Gallic acid attenuates chromium-induced thyroid dysfunction by modulating antioxidant status and inflammatory cytokines.

Hexavalent chromium-mediated oxidative stress causes severe organ damage. The present study was designed to investigate the possible thyroprotective effect and underlying mechanisms of gallic acid using rat model of potassium dichromate-induced thyroid dysfunction. Forty adult male albino rats were divided into 4 groups: control, gallic acid (20mg GA/kg b. wt), potassium dichromate (2mg PD/kg b. wt) and the fourth group was co-treated with PD and GA. PD-injection resulted in decreased serum free triiodothyonine (FT3), free thyroxine (FT4) with concomitant significant increase in thyroid stimulating hormone (TSH) levels. Superoxide dismutase (SOD), glutathione-S-transferase (GST) activities and their respective mRNA expression and reduced glutathione (GSH) content were significantly decreased. Thyroid nitrosative stress marker (NO level and iNOS mRNA and protein expression) and pro-inflammatory cytokines (serum TNF-α, IL-6 and thyroid TNF-α, IL-6 and COX-2 gene and protein expression levels) were disturbed. Histopathological changes revealed distended, collapsed and degenerated follicles with vacuolated cytoplasm.

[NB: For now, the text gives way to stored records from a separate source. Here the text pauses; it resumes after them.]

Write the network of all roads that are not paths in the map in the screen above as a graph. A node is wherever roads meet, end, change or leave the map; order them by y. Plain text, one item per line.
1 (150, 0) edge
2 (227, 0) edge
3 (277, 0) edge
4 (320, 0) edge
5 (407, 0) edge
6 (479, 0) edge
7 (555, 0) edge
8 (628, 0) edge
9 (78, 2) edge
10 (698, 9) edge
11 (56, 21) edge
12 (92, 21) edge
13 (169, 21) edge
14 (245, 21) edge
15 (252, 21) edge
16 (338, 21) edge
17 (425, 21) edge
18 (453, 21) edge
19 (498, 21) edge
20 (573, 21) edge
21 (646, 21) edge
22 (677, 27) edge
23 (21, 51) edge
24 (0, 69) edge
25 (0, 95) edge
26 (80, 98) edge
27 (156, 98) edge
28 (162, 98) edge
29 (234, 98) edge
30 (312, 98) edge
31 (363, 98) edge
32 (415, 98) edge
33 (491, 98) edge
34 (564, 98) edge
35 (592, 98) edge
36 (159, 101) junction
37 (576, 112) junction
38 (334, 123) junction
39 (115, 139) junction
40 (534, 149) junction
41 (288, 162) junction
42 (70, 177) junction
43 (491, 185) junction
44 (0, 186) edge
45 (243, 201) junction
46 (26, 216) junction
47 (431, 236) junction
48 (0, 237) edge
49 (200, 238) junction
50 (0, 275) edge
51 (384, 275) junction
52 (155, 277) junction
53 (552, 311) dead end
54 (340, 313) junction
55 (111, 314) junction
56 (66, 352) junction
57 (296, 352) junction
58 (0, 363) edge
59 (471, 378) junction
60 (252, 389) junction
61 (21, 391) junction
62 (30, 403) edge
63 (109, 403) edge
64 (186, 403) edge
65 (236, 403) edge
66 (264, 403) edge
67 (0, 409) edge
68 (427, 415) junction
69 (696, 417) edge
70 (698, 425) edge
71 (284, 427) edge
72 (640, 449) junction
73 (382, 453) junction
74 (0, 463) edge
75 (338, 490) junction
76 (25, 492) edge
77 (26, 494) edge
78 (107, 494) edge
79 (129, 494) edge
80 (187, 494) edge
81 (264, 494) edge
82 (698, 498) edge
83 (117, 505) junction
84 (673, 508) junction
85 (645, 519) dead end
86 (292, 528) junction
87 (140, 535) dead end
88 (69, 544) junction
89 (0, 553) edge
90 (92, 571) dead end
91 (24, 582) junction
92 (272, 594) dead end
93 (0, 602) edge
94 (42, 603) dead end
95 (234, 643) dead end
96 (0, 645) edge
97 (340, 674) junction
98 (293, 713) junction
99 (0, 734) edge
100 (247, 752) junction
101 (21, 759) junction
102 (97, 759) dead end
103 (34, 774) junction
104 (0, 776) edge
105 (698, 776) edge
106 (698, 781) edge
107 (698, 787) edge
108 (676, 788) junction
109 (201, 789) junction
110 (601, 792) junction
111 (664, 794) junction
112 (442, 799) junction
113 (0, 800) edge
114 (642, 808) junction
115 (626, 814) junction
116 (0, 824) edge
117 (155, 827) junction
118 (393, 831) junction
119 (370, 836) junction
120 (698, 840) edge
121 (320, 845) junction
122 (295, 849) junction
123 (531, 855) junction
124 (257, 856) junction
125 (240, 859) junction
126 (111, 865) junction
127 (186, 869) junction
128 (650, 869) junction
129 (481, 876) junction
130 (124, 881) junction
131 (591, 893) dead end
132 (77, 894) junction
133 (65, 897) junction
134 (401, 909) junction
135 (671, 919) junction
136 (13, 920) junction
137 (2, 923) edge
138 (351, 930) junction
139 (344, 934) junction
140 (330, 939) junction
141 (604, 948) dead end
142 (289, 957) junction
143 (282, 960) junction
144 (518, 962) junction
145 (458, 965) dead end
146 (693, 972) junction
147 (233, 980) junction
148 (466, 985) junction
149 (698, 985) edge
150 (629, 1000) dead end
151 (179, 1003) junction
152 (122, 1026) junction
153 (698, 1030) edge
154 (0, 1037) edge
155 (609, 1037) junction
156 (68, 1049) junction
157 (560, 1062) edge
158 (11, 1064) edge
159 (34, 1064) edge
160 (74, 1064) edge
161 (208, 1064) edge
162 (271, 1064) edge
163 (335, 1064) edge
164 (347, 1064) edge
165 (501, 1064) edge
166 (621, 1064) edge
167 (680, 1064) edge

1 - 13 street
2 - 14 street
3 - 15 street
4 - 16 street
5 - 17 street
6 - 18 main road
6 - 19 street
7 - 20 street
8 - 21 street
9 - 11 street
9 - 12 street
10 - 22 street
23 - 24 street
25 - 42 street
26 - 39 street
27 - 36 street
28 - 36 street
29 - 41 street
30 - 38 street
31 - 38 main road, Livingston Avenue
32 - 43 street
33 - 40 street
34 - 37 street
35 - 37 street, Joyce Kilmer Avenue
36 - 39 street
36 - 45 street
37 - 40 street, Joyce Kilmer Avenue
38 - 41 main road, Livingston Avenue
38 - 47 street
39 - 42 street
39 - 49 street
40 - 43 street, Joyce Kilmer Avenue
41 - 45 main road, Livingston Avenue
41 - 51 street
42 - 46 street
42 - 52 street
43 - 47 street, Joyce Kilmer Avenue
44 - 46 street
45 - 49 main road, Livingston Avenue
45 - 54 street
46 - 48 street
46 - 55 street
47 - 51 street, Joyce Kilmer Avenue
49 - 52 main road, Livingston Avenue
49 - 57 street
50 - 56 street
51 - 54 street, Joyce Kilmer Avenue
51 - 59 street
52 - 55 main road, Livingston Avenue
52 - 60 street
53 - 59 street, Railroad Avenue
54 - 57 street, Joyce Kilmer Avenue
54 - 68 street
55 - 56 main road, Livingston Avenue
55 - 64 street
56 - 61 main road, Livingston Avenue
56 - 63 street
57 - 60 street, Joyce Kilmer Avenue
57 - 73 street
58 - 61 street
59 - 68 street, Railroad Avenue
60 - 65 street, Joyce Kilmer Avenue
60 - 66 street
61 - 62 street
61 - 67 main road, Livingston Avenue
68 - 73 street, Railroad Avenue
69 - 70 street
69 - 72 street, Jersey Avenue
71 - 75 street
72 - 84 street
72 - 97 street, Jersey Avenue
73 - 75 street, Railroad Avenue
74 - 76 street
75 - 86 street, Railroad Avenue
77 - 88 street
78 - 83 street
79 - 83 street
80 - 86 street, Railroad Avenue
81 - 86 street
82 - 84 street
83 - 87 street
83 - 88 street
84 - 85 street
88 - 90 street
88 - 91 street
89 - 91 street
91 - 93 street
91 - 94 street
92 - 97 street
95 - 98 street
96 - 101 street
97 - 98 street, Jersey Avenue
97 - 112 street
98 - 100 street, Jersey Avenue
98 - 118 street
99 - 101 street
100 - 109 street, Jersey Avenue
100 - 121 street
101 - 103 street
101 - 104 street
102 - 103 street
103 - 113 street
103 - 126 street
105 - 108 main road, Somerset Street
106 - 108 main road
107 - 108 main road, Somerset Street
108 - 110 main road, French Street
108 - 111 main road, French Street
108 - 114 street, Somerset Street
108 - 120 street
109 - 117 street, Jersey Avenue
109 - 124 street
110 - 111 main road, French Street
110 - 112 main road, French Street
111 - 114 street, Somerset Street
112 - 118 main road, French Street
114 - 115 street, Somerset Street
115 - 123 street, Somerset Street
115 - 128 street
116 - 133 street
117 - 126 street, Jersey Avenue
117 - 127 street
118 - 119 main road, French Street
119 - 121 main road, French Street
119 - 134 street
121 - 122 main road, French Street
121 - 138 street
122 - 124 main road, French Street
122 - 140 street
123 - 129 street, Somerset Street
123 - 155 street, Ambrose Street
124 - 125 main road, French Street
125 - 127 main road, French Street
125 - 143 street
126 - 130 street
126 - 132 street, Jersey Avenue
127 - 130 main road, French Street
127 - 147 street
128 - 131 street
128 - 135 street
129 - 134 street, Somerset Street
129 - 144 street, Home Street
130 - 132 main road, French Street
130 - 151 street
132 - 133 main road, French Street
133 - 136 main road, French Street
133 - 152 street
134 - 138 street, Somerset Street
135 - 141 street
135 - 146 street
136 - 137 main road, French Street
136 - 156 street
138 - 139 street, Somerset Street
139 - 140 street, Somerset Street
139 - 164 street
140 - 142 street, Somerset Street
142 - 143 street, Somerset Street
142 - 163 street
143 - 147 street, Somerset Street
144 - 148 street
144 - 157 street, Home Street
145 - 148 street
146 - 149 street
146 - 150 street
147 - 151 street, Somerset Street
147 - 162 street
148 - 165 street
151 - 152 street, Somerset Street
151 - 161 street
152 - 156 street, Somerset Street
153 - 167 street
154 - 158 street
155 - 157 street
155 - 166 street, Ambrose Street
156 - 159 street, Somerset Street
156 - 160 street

GA co-treatment attenuated pro-inflammatory cytokines, the thyroid expression of iNOS, TNF-α, IL-6 and COX-2, decreased the elevated lipid peroxidation biomarkers and NO level and up- regulated SOD and GST mRNA expression levels. In conclusion, GA has shown strong modulatory potential against PD-induced inflammation and oxidative stress in albino rats.